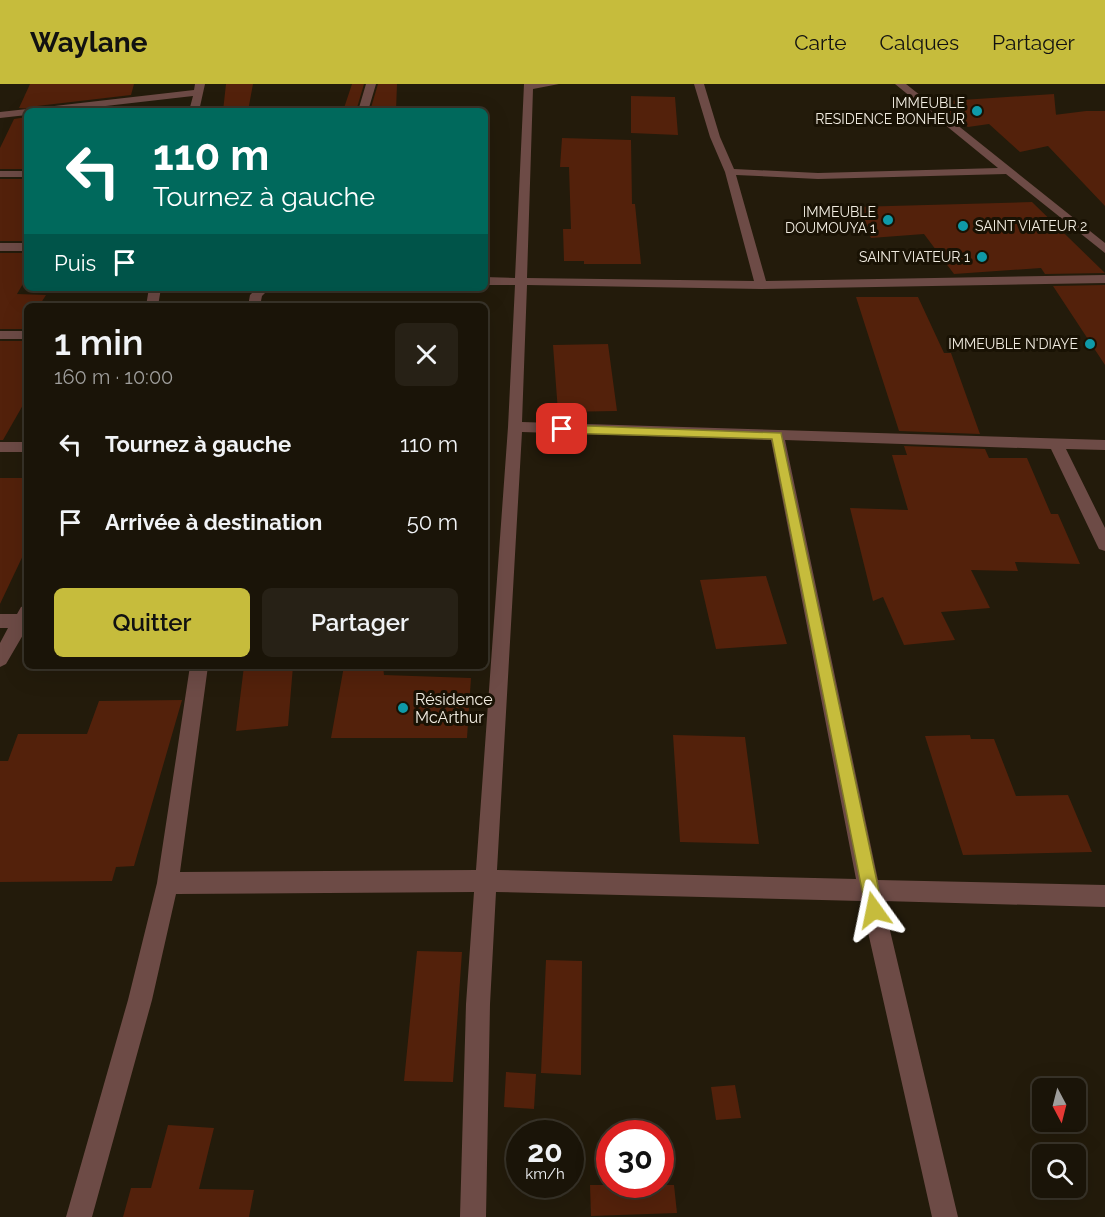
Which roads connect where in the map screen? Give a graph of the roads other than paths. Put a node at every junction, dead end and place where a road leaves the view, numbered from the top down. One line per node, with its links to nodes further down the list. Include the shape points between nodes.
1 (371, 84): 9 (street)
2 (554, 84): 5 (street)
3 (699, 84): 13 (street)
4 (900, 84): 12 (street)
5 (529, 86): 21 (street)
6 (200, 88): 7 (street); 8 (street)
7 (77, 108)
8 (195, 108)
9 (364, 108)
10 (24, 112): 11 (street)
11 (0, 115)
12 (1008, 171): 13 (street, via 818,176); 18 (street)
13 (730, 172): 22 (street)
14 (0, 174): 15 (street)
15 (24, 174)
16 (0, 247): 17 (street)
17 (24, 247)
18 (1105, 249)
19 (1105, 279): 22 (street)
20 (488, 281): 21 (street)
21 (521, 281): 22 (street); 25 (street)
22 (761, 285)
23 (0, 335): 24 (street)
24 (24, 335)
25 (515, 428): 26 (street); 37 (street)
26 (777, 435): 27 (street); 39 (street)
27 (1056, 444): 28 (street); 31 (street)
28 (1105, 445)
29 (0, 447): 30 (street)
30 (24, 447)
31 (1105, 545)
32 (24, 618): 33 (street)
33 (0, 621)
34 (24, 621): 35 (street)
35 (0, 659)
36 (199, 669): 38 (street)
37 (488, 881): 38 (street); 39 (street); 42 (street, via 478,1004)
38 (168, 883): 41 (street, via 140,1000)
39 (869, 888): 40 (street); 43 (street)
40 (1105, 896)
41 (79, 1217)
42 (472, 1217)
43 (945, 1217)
= = = = =
_Problem to work on_
Please give the material above again in full, with no pictures in your version.

_Result below_
Which roads connect where in the map screen? Give a graph of the roads other than paths. Put a node at every junction, dead end and place where a road leaves the view, numbered from the top down. One line per node, with its links to nodes further down the list. Include the shape points between nodes.
1 (371, 84): 9 (street)
2 (554, 84): 5 (street)
3 (699, 84): 13 (street)
4 (900, 84): 12 (street)
5 (529, 86): 21 (street)
6 (200, 88): 7 (street); 8 (street)
7 (77, 108)
8 (195, 108)
9 (364, 108)
10 (24, 112): 11 (street)
11 (0, 115)
12 (1008, 171): 13 (street, via 818,176); 18 (street)
13 (730, 172): 22 (street)
14 (0, 174): 15 (street)
15 (24, 174)
16 (0, 247): 17 (street)
17 (24, 247)
18 (1105, 249)
19 (1105, 279): 22 (street)
20 (488, 281): 21 (street)
21 (521, 281): 22 (street); 25 (street)
22 (761, 285)
23 (0, 335): 24 (street)
24 (24, 335)
25 (515, 428): 26 (street); 37 (street)
26 (777, 435): 27 (street); 39 (street)
27 (1056, 444): 28 (street); 31 (street)
28 (1105, 445)
29 (0, 447): 30 (street)
30 (24, 447)
31 (1105, 545)
32 (24, 618): 33 (street)
33 (0, 621)
34 (24, 621): 35 (street)
35 (0, 659)
36 (199, 669): 38 (street)
37 (488, 881): 38 (street); 39 (street); 42 (street, via 478,1004)
38 (168, 883): 41 (street, via 140,1000)
39 (869, 888): 40 (street); 43 (street)
40 (1105, 896)
41 (79, 1217)
42 (472, 1217)
43 (945, 1217)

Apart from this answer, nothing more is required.